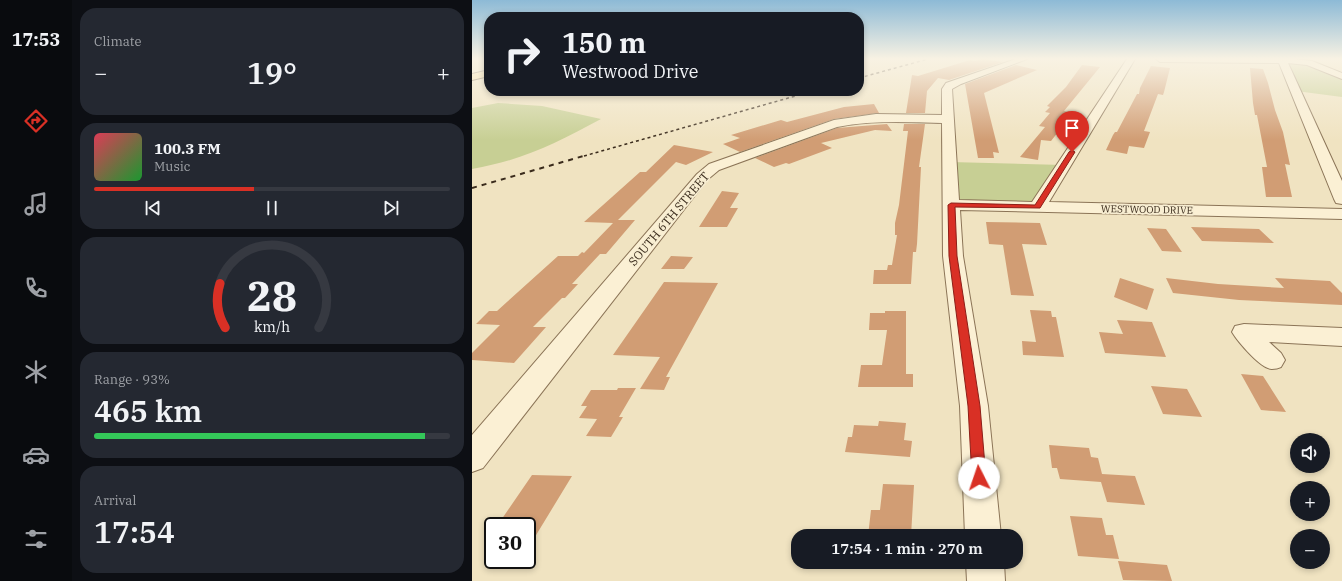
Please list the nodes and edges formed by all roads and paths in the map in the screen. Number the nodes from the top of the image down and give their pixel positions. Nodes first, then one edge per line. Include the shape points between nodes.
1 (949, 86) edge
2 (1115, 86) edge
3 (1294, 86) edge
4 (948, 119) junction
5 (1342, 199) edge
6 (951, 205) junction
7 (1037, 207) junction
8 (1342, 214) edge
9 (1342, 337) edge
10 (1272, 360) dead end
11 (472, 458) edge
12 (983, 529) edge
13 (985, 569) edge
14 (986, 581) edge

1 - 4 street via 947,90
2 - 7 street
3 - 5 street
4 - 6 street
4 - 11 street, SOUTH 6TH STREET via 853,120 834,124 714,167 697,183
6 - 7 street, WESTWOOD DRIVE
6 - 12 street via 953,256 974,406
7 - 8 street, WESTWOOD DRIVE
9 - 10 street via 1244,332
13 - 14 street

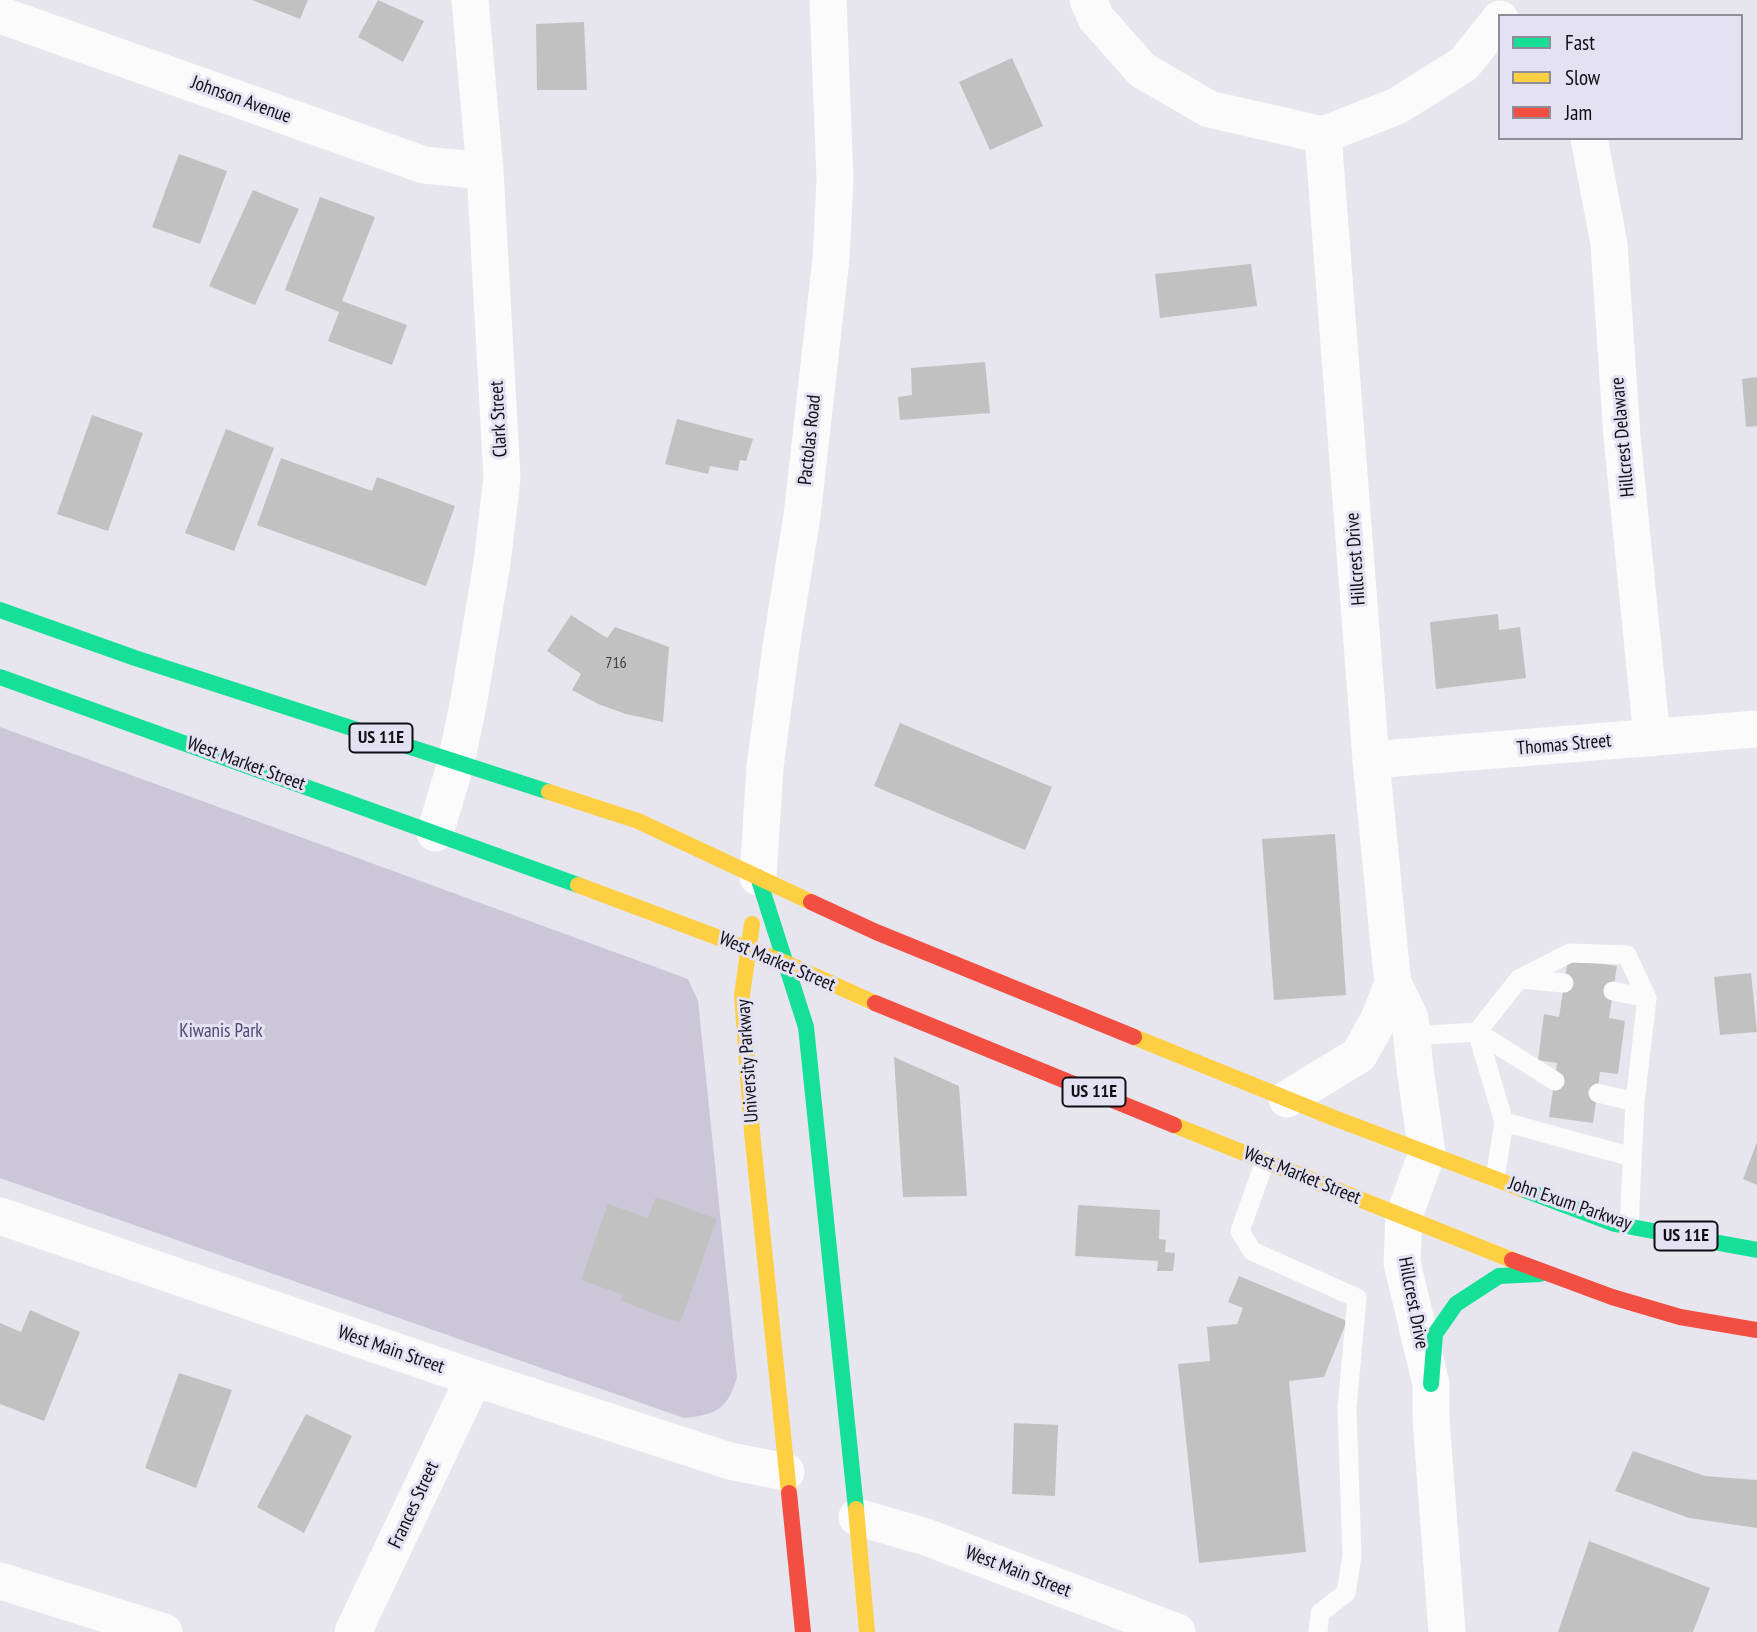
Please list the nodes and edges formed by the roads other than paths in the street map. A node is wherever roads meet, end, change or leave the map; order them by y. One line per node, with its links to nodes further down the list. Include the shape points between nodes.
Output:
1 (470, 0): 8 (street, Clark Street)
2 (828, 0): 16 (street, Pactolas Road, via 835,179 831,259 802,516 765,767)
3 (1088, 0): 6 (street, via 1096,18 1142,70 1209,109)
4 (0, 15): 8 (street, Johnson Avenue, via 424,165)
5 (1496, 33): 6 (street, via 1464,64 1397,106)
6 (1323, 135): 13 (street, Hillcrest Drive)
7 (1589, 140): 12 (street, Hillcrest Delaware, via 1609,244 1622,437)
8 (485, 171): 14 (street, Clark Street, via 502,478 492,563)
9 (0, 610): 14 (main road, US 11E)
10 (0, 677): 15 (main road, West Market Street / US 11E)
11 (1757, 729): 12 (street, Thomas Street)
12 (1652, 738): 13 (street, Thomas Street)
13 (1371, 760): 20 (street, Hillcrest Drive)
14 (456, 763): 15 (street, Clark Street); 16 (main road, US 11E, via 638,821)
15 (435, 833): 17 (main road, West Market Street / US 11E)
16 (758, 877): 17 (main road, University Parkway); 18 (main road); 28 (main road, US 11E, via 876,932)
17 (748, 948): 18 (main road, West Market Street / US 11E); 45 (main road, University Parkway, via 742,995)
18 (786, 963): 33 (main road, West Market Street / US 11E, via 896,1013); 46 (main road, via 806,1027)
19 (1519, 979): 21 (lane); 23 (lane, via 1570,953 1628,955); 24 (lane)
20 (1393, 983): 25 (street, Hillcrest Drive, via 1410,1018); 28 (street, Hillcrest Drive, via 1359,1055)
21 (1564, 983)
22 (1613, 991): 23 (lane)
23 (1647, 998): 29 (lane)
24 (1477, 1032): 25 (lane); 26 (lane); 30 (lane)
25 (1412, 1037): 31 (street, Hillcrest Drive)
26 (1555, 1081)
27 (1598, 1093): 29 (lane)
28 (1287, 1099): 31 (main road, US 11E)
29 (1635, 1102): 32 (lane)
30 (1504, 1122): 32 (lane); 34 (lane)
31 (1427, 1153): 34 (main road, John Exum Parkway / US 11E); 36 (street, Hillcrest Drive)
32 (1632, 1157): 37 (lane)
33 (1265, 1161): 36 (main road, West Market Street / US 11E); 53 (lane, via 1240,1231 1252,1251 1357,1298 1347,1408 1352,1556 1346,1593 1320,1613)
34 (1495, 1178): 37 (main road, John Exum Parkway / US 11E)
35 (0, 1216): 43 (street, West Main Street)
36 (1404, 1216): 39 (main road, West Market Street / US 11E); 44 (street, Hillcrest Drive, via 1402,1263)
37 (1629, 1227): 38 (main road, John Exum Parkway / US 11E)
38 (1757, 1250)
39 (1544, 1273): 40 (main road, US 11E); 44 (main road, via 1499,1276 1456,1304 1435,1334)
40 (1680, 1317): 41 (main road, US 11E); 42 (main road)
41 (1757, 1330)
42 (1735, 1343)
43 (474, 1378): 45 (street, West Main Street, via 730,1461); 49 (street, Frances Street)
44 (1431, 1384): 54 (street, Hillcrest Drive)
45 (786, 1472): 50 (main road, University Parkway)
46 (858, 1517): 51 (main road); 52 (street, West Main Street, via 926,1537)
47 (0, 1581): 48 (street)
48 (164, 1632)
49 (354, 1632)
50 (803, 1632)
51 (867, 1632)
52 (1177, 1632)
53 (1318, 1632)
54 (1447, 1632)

* * *

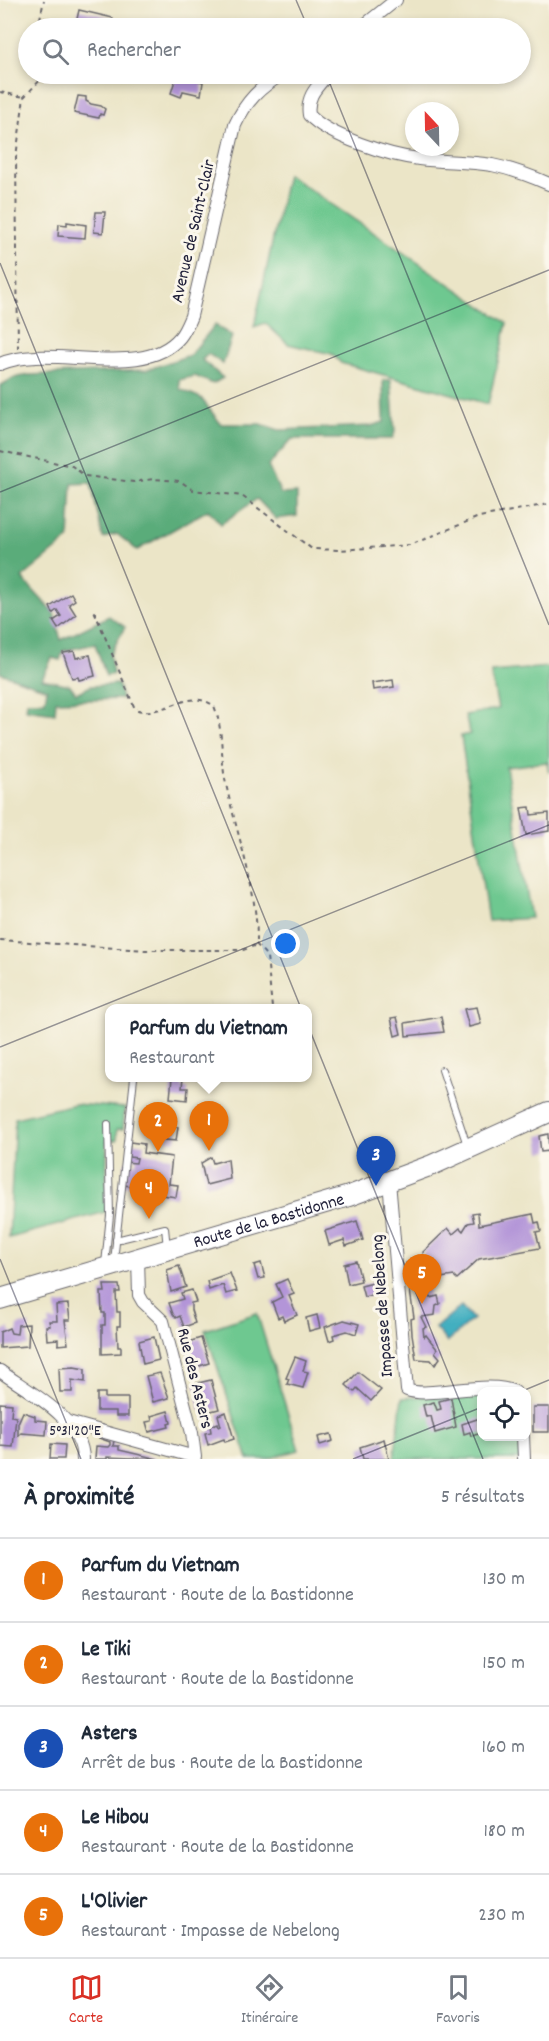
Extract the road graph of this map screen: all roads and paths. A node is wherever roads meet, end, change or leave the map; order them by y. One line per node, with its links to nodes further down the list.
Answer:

...

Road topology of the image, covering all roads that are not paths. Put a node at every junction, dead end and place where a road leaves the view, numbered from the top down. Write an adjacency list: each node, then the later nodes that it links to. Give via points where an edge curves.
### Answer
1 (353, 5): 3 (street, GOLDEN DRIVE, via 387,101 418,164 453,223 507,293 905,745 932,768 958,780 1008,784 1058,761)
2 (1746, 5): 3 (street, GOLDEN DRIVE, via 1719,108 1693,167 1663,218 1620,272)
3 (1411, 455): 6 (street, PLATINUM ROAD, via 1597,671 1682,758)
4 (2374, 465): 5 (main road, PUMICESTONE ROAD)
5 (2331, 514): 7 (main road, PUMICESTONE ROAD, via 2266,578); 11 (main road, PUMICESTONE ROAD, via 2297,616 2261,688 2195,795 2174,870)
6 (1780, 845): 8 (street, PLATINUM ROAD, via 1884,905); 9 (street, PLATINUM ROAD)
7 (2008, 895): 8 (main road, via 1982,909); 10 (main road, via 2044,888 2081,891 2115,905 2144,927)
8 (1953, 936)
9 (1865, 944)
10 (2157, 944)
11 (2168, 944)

*Assignment*
Nothing but a number, please, for how many lines of the data hold "links".

*Written reply*
3